Oklahoma teachers' walkout to continue next week, group leader says

The Oklahoma Teachers Association will extend its five-day walkout into next week, group President Alicia Priest said...

Posted: Apr 7, 2018 1:39 PM
Updated: Apr 7, 2018 1:39 PM

The Oklahoma Teachers Association will extend its five-day walkout into next week, group President Alicia Priest said Friday.

Before the walkout can end, the legislature must pass a bill ending the capital gains deduction and the governor must veto the repeal of a hotel-motel tax bill, Priest said at a news conference.

More than 55 school districts take part in the walkout, including those in Oklahoma City and Tulsa

The state Senate voted on three measures that affect education funding

"We will be here Monday and Tuesday to get this done," Priest said.

Friday was the fifth consecutive day Oklahoma teachers packed the state Capitol as lawmakers discussed three measures that affect education funding.

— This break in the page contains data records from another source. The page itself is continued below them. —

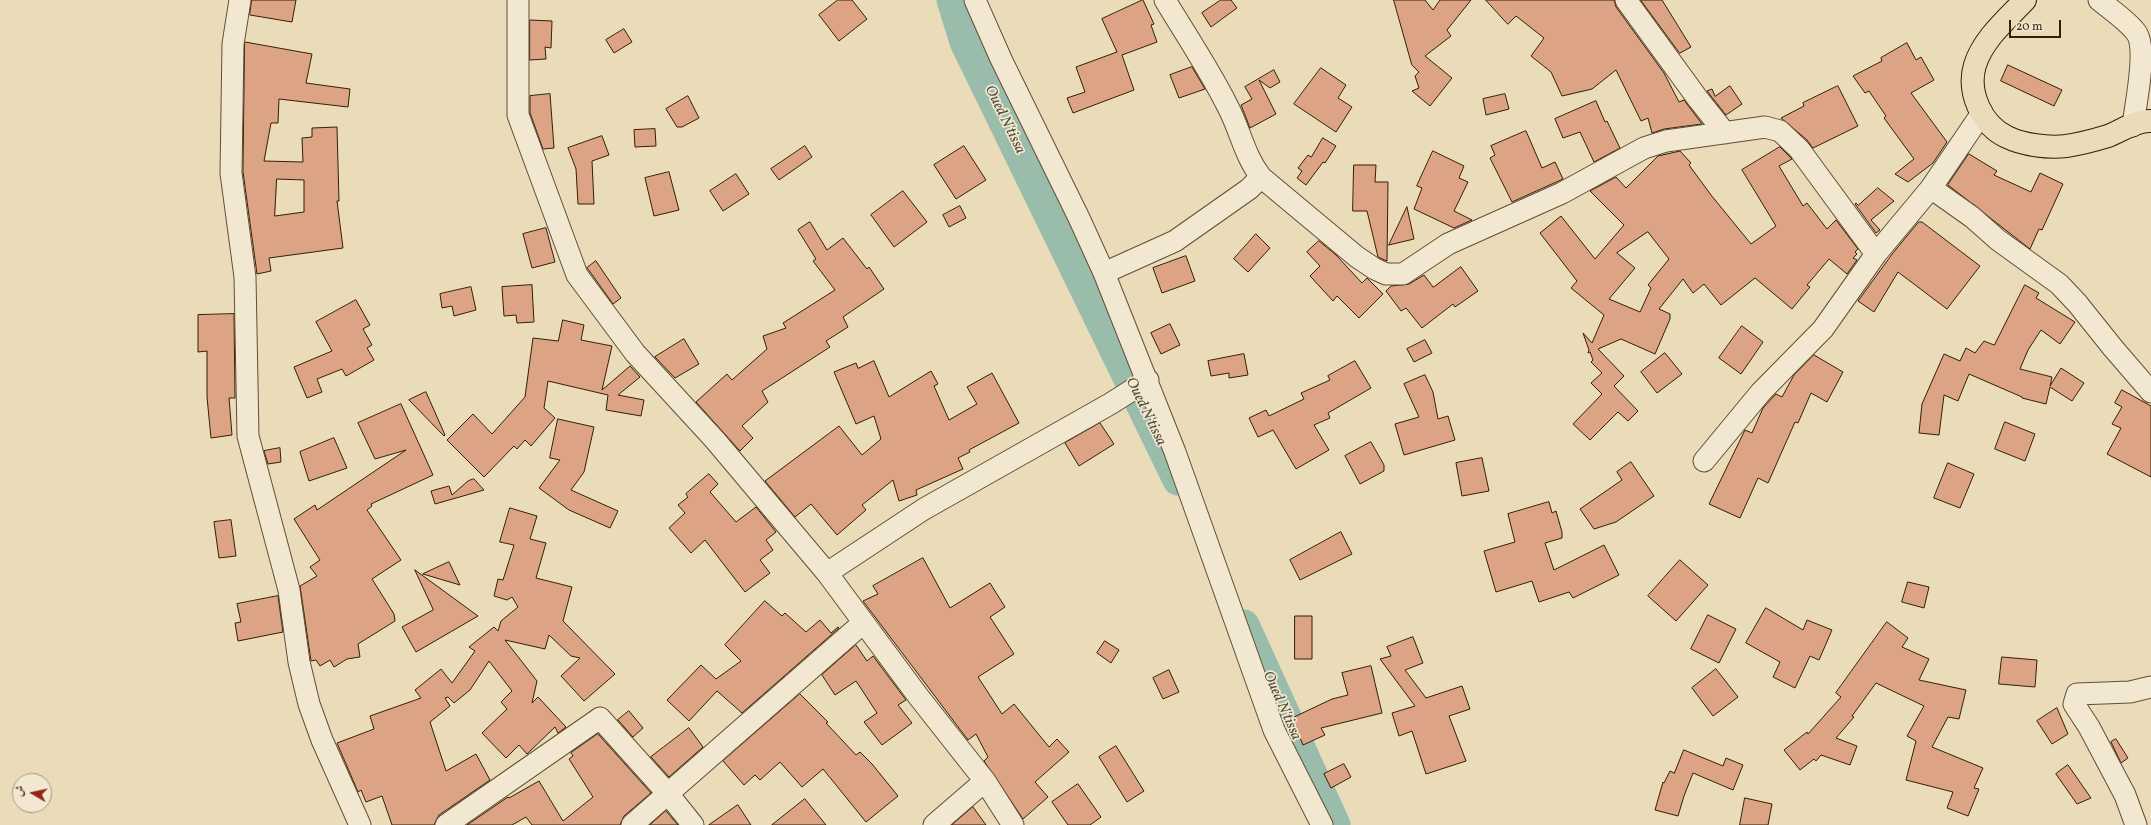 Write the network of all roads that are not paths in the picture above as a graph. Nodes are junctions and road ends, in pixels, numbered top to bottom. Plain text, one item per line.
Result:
1 (240, 0) edge
2 (518, 0) edge
3 (976, 0) edge
4 (1165, 0) edge
5 (1626, 0) edge
6 (2025, 0) edge
7 (2099, 0) edge
8 (1982, 113) junction
9 (2142, 123) edge
10 (1725, 133) junction
11 (1261, 177) junction
12 (1931, 188) junction
13 (1876, 254) junction
14 (1104, 273) junction
15 (1148, 380) junction
16 (2151, 392) edge
17 (1704, 461) dead end
18 (827, 573) junction
19 (863, 623) junction
20 (2151, 687) edge
21 (985, 781) junction
22 (669, 795) junction
23 (360, 825) edge
24 (446, 825) edge
25 (632, 825) edge
26 (693, 825) edge
27 (934, 825) edge
28 (1013, 825) edge
29 (1322, 825) edge
30 (2136, 825) edge

1 - 23 street
2 - 18 street
3 - 14 street
4 - 11 street
5 - 10 street
6 - 8 main road
7 - 9 street
8 - 9 main road
8 - 12 street
10 - 11 street
10 - 13 street
11 - 14 street
12 - 13 street
12 - 16 street
13 - 17 street
14 - 15 street
15 - 18 street
15 - 29 street
18 - 19 street
19 - 21 street
19 - 22 street
20 - 30 street
21 - 27 street
21 - 28 street
22 - 24 street
22 - 25 street
22 - 26 street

More than 55 of the state's 500-plus school districts -- including those in Oklahoma City and Tulsa -- were closed Friday because of the walkout, CNN affiliate KOCO reported.

Three measures at stake

Teachers pressured lawmakers on three bills that saw action.

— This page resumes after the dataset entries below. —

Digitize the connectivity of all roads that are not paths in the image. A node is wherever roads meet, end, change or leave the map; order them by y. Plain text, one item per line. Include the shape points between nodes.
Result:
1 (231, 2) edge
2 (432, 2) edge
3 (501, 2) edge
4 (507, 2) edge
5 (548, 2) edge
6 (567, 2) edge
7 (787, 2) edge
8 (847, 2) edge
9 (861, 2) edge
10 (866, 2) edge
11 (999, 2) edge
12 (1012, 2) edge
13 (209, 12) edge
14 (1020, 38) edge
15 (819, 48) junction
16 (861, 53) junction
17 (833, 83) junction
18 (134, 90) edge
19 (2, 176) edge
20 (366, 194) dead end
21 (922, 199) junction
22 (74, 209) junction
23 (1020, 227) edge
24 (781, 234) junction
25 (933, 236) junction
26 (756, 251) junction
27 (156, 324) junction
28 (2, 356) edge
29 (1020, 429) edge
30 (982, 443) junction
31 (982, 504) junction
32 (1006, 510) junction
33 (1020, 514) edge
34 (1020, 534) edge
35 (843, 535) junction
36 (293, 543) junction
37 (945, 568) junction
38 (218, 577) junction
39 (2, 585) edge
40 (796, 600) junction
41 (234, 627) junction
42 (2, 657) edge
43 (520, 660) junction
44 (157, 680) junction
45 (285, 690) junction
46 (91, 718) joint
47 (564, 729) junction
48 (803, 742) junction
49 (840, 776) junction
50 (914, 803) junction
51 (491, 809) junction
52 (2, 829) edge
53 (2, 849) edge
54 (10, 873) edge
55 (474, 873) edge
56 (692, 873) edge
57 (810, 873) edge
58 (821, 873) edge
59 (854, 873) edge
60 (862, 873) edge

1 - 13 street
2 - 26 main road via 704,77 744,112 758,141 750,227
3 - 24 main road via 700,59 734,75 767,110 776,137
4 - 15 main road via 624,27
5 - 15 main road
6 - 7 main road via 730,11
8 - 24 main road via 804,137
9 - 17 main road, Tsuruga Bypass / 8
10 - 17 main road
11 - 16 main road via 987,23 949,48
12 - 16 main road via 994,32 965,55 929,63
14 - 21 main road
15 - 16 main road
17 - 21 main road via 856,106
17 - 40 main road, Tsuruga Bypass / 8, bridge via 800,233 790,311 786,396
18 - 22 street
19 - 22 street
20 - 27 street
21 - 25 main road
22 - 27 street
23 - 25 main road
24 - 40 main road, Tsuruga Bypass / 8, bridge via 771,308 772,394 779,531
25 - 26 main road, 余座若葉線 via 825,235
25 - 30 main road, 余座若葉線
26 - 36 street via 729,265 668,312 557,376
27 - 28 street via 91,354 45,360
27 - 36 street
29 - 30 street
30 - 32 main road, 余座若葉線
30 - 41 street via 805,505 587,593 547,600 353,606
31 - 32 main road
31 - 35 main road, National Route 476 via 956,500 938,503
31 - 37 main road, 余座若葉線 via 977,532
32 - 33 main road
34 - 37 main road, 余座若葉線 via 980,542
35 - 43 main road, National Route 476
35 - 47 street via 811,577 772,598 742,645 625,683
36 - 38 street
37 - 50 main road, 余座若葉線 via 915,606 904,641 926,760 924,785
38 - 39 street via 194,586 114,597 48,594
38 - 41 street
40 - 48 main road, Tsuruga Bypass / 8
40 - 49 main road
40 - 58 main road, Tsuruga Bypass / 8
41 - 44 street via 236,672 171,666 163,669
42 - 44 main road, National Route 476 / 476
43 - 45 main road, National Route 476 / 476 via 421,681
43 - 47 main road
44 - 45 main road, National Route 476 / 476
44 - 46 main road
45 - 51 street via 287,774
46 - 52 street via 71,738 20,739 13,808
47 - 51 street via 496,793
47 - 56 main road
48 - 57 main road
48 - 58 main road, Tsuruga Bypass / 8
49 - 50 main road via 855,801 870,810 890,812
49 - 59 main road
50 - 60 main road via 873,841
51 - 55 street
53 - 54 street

1. The Senate approved a bill amendment Friday that would require third-party retailers selling though internet outlets such as Amazon to collect sales tax from customers or inform them how much they owe in sales taxes. The House approved it earlier in the week. The bill could bring in about $20 million annually in education funding.

2. The Senate approved a "ball and dice" tax for gambling Friday. Senate leaders are saying it will not add any income to this year's education funding but Priest, speaking at the news conference, said it would help.

3. The Senate followed the House's lead and repealed a hotel and motel tax as part of Bill 1010XX. This action removes around $43 million from the education funding bill. Senators claim that they can make up that shortage through other revenue in the bill.

The Oklahoma Education Association says the motel tax, which it says would be paid by mostly nonresidents of the state, would add millions in revenue and opposes its repeal.

"We strongly disagree with this repeal and are asking senators to vote no on the repeal of the hotel/motel tax," Katherine Bishop, the group's vice president, said in a Facebook message Thursday. "This is a valuable revenue source that could provide much needed additional funding for our kids and is widely supported by the public."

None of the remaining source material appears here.